── Records supplied
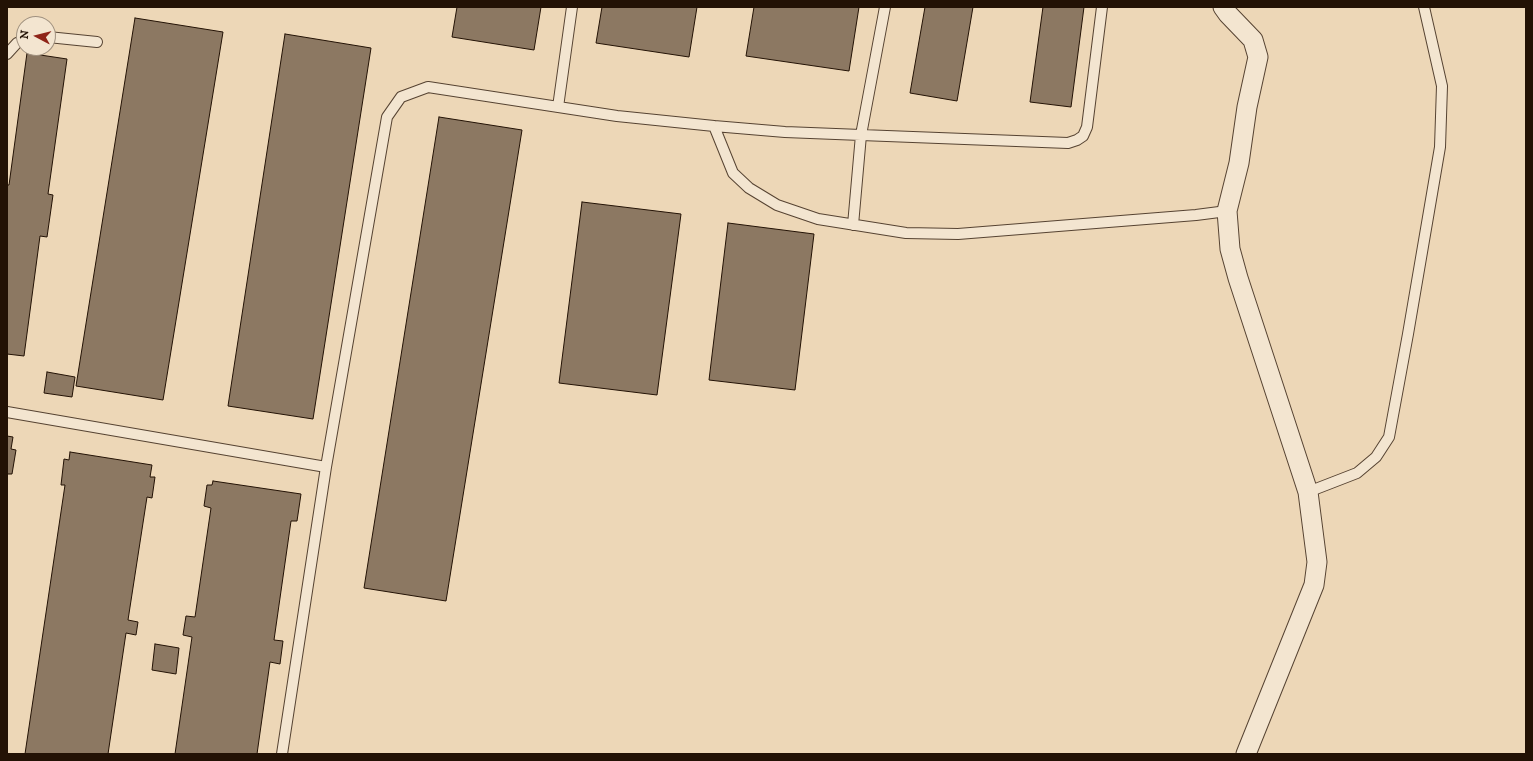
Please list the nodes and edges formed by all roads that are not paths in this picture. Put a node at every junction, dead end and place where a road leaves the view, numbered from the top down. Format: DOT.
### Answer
graph roads {
  1 [pos="572,7"];
  2 [pos="885,7"];
  3 [pos="1102,7"];
  4 [pos="1223,7"];
  5 [pos="1424,7"];
  6 [pos="56,38"];
  7 [pos="97,42"];
  8 [pos="16,44"];
  9 [pos="7,54"];
  10 [pos="558,106"];
  11 [pos="714,126"];
  12 [pos="861,135"];
  13 [pos="1227,211"];
  14 [pos="853,225"];
  15 [pos="7,412"];
  16 [pos="326,466"];
  17 [pos="1308,492"];
  18 [pos="282,754"];
  19 [pos="1246,754"];
  1 -- 10 [label="lane"];
  2 -- 12 [label="lane"];
  3 -- 12 [label="lane"];
  4 -- 13 [label="street"];
  5 -- 17 [label="lane"];
  6 -- 7 [label="lane"];
  8 -- 9 [label="lane"];
  10 -- 11 [label="lane"];
  10 -- 16 [label="lane"];
  11 -- 12 [label="lane"];
  11 -- 14 [label="lane"];
  12 -- 14 [label="lane"];
  13 -- 14 [label="lane"];
  13 -- 17 [label="street"];
  15 -- 16 [label="lane"];
  16 -- 18 [label="lane"];
  17 -- 19 [label="street"];
}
────
- _Work task_
The data above should be set down again exactly, with the pictures omitted.

- _Output of the exercise_
Please list the nodes and edges formed by all roads that are not paths in this picture. Put a node at every junction, dead end and place where a road leaves the view, numbered from the top down. Format: DOT.
### Answer
graph roads {
  1 [pos="572,7"];
  2 [pos="885,7"];
  3 [pos="1102,7"];
  4 [pos="1223,7"];
  5 [pos="1424,7"];
  6 [pos="56,38"];
  7 [pos="97,42"];
  8 [pos="16,44"];
  9 [pos="7,54"];
  10 [pos="558,106"];
  11 [pos="714,126"];
  12 [pos="861,135"];
  13 [pos="1227,211"];
  14 [pos="853,225"];
  15 [pos="7,412"];
  16 [pos="326,466"];
  17 [pos="1308,492"];
  18 [pos="282,754"];
  19 [pos="1246,754"];
  1 -- 10 [label="lane"];
  2 -- 12 [label="lane"];
  3 -- 12 [label="lane"];
  4 -- 13 [label="street"];
  5 -- 17 [label="lane"];
  6 -- 7 [label="lane"];
  8 -- 9 [label="lane"];
  10 -- 11 [label="lane"];
  10 -- 16 [label="lane"];
  11 -- 12 [label="lane"];
  11 -- 14 [label="lane"];
  12 -- 14 [label="lane"];
  13 -- 14 [label="lane"];
  13 -- 17 [label="street"];
  15 -- 16 [label="lane"];
  16 -- 18 [label="lane"];
  17 -- 19 [label="street"];
}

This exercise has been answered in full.